What needs to be done:
Reproduce the data word for word, keeping every line complete.

The data:
# # #

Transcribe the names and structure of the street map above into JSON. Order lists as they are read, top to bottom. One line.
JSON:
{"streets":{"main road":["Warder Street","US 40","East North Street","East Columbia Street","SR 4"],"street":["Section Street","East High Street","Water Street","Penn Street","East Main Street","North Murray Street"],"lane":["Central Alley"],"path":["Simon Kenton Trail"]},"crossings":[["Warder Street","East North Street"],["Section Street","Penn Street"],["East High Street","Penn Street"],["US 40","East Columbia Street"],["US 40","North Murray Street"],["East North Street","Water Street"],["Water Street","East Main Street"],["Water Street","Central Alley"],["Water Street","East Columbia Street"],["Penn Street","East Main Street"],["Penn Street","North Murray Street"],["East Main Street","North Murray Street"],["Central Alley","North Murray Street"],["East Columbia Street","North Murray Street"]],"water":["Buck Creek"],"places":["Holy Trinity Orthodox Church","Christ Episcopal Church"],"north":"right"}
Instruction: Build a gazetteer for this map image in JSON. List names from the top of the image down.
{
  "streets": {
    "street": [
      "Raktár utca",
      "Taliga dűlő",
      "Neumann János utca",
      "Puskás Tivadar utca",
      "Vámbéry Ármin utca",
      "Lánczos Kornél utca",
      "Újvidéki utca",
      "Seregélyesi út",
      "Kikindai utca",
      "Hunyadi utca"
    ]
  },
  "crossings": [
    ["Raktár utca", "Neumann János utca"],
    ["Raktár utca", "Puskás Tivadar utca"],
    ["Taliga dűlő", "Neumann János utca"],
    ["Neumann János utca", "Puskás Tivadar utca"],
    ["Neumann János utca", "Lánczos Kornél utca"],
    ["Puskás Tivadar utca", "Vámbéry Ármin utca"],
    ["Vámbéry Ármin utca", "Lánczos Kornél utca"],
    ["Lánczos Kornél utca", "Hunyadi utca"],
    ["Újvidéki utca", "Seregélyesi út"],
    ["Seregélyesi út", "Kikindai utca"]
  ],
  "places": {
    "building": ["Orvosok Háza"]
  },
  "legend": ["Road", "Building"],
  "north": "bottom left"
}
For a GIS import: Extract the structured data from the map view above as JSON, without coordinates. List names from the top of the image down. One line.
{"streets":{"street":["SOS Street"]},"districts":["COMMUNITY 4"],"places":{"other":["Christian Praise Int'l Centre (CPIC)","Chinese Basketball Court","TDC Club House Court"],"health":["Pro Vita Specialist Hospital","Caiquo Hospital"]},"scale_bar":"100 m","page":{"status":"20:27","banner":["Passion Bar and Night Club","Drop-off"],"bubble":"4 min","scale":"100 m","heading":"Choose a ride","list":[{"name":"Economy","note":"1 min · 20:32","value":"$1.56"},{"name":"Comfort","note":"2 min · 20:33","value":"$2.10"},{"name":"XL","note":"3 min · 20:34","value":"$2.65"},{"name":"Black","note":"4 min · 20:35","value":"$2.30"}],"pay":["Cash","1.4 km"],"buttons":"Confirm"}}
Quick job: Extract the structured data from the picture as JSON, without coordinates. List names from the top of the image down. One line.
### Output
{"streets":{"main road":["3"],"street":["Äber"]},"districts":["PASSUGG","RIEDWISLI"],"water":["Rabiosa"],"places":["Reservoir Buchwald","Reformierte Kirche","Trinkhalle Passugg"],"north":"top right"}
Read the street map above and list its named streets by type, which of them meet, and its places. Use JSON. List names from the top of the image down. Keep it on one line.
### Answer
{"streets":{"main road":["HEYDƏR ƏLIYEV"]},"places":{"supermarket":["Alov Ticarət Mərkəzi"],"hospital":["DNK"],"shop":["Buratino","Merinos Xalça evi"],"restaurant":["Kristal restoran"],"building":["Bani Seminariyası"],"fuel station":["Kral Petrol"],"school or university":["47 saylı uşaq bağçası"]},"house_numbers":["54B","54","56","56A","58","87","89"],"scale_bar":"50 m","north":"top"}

# # #

Task response:
Transcribe the names and structure of the street map above into JSON. Order lists as they are read, top to bottom. One line.
JSON:
{"streets":{"main road":["Warder Street","US 40","East North Street","East Columbia Street","SR 4"],"street":["Section Street","East High Street","Water Street","Penn Street","East Main Street","North Murray Street"],"lane":["Central Alley"],"path":["Simon Kenton Trail"]},"crossings":[["Warder Street","East North Street"],["Section Street","Penn Street"],["East High Street","Penn Street"],["US 40","East Columbia Street"],["US 40","North Murray Street"],["East North Street","Water Street"],["Water Street","East Main Street"],["Water Street","Central Alley"],["Water Street","East Columbia Street"],["Penn Street","East Main Street"],["Penn Street","North Murray Street"],["East Main Street","North Murray Street"],["Central Alley","North Murray Street"],["East Columbia Street","North Murray Street"]],"water":["Buck Creek"],"places":["Holy Trinity Orthodox Church","Christ Episcopal Church"],"north":"right"}
Instruction: Build a gazetteer for this map image in JSON. List names from the top of the image down.
{
  "streets": {
    "street": [
      "Raktár utca",
      "Taliga dűlő",
      "Neumann János utca",
      "Puskás Tivadar utca",
      "Vámbéry Ármin utca",
      "Lánczos Kornél utca",
      "Újvidéki utca",
      "Seregélyesi út",
      "Kikindai utca",
      "Hunyadi utca"
    ]
  },
  "crossings": [
    ["Raktár utca", "Neumann János utca"],
    ["Raktár utca", "Puskás Tivadar utca"],
    ["Taliga dűlő", "Neumann János utca"],
    ["Neumann János utca", "Puskás Tivadar utca"],
    ["Neumann János utca", "Lánczos Kornél utca"],
    ["Puskás Tivadar utca", "Vámbéry Ármin utca"],
    ["Vámbéry Ármin utca", "Lánczos Kornél utca"],
    ["Lánczos Kornél utca", "Hunyadi utca"],
    ["Újvidéki utca", "Seregélyesi út"],
    ["Seregélyesi út", "Kikindai utca"]
  ],
  "places": {
    "building": ["Orvosok Háza"]
  },
  "legend": ["Road", "Building"],
  "north": "bottom left"
}
For a GIS import: Extract the structured data from the map view above as JSON, without coordinates. List names from the top of the image down. One line.
{"streets":{"street":["SOS Street"]},"districts":["COMMUNITY 4"],"places":{"other":["Christian Praise Int'l Centre (CPIC)","Chinese Basketball Court","TDC Club House Court"],"health":["Pro Vita Specialist Hospital","Caiquo Hospital"]},"scale_bar":"100 m","page":{"status":"20:27","banner":["Passion Bar and Night Club","Drop-off"],"bubble":"4 min","scale":"100 m","heading":"Choose a ride","list":[{"name":"Economy","note":"1 min · 20:32","value":"$1.56"},{"name":"Comfort","note":"2 min · 20:33","value":"$2.10"},{"name":"XL","note":"3 min · 20:34","value":"$2.65"},{"name":"Black","note":"4 min · 20:35","value":"$2.30"}],"pay":["Cash","1.4 km"],"buttons":"Confirm"}}
Quick job: Extract the structured data from the picture as JSON, without coordinates. List names from the top of the image down. One line.
### Output
{"streets":{"main road":["3"],"street":["Äber"]},"districts":["PASSUGG","RIEDWISLI"],"water":["Rabiosa"],"places":["Reservoir Buchwald","Reformierte Kirche","Trinkhalle Passugg"],"north":"top right"}
Read the street map above and list its named streets by type, which of them meet, and its places. Use JSON. List names from the top of the image down. Keep it on one line.
### Answer
{"streets":{"main road":["HEYDƏR ƏLIYEV"]},"places":{"supermarket":["Alov Ticarət Mərkəzi"],"hospital":["DNK"],"shop":["Buratino","Merinos Xalça evi"],"restaurant":["Kristal restoran"],"building":["Bani Seminariyası"],"fuel station":["Kral Petrol"],"school or university":["47 saylı uşaq bağçası"]},"house_numbers":["54B","54","56","56A","58","87","89"],"scale_bar":"50 m","north":"top"}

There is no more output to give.